Traditionally, a tube amp would be fed by a tube output stage with high output impedance and low current drive capability. Larger pot, less load. And the larger the input impedance, the smaller any coupling caps have to be.

There are much more intricate design considerations, in terms of the source impedance seen by the input stage that affect input bias currents and the like. But that's well above my pay grade.

 

Now what if the load is very high impedance and sorta like a capacitor ala stax?

 

Great call, here's what happens with a typical Stax load:

I plotted inductance here too. There appears to be a resonance at 40 MHz. I don't think that's going to be a problem for electrostatic amps, because they usually have very high gain and lots of phase margin. This plot does prove why electronics are getting smaller, because we can't have nice capacitors with long leads. Inductance and capacitance are all over the place at high frequencies. The resistance in the load cannot damp out this effect.

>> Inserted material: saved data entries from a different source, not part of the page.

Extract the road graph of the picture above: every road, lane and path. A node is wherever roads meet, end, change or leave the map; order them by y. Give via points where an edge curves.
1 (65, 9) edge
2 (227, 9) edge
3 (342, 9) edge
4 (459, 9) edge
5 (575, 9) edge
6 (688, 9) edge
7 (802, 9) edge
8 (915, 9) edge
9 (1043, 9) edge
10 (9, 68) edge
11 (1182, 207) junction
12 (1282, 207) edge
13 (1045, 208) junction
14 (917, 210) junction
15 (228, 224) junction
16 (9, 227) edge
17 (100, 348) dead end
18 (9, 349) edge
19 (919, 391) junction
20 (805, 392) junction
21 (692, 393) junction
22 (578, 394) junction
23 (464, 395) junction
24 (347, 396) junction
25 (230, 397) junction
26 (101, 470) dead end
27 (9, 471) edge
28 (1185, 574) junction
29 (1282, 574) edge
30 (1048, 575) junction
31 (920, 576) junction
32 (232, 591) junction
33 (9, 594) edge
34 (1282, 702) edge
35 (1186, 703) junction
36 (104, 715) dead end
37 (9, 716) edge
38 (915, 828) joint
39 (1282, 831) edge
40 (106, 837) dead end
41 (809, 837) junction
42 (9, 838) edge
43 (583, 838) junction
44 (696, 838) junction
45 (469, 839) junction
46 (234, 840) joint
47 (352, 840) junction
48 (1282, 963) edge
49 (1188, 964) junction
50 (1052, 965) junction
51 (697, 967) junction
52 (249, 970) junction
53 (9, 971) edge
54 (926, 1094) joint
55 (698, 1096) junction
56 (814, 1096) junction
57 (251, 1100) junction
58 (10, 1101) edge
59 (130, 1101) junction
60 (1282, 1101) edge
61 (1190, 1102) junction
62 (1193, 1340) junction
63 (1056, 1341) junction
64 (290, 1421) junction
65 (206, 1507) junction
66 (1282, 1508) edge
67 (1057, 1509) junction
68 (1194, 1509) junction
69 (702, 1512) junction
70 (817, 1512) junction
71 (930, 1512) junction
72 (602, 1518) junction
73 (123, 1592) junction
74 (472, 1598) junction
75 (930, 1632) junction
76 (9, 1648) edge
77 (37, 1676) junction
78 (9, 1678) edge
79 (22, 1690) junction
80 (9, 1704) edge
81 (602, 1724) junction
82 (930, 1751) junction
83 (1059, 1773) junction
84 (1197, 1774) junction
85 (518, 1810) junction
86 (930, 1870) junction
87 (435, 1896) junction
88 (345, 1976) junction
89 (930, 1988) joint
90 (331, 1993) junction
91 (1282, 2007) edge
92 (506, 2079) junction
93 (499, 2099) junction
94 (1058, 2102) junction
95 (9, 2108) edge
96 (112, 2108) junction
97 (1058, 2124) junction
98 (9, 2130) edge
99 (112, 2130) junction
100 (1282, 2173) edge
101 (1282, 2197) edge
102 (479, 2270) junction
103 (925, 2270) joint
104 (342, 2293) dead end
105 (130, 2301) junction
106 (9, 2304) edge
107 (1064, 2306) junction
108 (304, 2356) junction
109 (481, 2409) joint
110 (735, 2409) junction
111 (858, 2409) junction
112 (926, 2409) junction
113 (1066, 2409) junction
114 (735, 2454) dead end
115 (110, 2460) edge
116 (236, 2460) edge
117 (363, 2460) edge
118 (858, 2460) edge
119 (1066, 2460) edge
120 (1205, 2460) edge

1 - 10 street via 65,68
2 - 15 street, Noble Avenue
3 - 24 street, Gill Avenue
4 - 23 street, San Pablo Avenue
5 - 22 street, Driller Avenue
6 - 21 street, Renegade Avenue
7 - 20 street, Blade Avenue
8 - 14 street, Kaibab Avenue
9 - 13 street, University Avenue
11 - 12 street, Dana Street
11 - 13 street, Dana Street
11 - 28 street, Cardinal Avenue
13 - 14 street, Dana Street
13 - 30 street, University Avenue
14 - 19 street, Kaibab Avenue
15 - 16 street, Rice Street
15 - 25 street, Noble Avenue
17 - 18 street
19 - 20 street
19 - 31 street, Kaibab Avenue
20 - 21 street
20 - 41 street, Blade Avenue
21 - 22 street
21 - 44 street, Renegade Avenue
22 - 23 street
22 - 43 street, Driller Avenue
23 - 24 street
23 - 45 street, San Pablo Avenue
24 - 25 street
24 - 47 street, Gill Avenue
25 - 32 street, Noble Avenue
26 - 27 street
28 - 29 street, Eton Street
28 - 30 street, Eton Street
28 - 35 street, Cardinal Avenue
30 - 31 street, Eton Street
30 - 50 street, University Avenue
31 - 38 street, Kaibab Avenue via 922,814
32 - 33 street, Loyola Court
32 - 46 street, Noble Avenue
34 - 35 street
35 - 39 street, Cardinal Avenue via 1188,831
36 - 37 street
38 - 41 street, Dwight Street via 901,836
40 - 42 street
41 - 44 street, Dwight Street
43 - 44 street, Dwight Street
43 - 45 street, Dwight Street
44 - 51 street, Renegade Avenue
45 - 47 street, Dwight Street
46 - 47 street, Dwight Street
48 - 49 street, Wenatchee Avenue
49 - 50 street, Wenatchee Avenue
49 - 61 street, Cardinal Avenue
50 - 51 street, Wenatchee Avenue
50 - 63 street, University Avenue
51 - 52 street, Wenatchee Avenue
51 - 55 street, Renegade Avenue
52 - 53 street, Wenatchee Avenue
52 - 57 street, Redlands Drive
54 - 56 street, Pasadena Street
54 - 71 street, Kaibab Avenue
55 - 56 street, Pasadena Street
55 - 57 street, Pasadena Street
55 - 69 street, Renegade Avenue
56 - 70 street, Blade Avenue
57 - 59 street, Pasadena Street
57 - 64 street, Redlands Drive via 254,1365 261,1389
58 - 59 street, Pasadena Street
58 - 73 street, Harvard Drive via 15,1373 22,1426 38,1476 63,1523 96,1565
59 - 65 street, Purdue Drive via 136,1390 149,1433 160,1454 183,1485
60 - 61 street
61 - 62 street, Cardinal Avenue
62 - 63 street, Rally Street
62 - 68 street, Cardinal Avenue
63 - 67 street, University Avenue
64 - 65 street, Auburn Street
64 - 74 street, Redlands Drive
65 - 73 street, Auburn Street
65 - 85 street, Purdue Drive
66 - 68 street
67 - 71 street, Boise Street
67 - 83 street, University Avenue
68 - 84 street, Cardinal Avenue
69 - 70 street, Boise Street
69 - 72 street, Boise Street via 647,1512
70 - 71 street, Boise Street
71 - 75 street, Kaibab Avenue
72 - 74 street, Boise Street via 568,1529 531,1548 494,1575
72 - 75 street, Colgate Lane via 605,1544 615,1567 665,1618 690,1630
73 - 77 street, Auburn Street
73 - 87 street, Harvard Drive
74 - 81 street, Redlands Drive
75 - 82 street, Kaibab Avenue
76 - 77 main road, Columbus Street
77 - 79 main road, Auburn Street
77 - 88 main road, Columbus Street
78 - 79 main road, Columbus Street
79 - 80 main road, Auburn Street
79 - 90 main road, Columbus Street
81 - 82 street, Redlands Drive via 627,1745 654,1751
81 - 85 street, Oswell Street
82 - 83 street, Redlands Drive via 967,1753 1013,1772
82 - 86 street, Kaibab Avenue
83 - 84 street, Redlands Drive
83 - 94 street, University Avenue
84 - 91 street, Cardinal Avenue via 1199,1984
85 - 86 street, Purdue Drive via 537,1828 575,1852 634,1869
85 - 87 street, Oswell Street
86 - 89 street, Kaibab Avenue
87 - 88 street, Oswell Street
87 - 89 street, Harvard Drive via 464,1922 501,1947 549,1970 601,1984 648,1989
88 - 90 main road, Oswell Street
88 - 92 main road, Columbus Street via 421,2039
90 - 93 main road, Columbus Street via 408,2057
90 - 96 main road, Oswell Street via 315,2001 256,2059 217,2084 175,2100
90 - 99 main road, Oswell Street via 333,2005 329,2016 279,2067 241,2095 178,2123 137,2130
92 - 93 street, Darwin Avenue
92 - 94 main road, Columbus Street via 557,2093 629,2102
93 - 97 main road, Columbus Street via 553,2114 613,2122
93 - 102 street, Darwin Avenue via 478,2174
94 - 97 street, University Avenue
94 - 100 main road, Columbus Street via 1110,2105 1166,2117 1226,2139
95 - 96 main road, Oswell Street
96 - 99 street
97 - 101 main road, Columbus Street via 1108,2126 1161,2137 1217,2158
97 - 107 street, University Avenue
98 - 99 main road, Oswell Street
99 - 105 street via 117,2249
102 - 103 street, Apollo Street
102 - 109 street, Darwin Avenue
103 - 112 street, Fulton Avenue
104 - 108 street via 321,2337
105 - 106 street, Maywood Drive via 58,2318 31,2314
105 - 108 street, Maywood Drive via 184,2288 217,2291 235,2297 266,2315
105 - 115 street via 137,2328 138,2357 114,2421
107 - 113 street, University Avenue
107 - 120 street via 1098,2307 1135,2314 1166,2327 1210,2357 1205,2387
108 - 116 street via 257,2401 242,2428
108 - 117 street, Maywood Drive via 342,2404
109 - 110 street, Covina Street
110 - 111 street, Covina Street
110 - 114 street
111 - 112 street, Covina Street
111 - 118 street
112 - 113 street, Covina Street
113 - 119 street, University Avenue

Just in case of resonance phobia, putting a 33 ohm damper at the amp's output pretty much damps out the resonance:


Edit: Crap, what I did was 100pf in series with 150 kohm. Wasn't sure if they are series or parallel. Just did it again with parallel, there's not really much difference:

 

@cameng318 Tossing this bit of info in for reference as well by the guy who literally wrote the book on electrostatic loudspeakers:
http://sanderssoundsystems.com/technical-white-papers/54-cables-white-paper

So he says for electrostats an ideal cable is low inductance, low capacitance, and mild resistance which seems to track with what you have above. He suggests a coax cable interestingly enough.

 

Interesting read. ESL isn't my field of strength, but reading this article helped me undestand the ESL systems more. I think our focuses were different though. My focus was the cable capacitance at MHz level knocking 120+dB NFB opamps into oscillation, while his focus is to flatten out the LC resonance with the output transformer around kHz level, where matching characteristic impedance isn't the main problem. It's interesting that we arrived to similar conclusions from different paths.

I was just thinking about matching cables to 8 ohm drivers (which isn't necessary at all with properly designed amps), and found twited pair cables won't ever have characteristic impedance that low. Coaxial cables offer much more design freedom, they can probably be optimized for pretty much any use cases.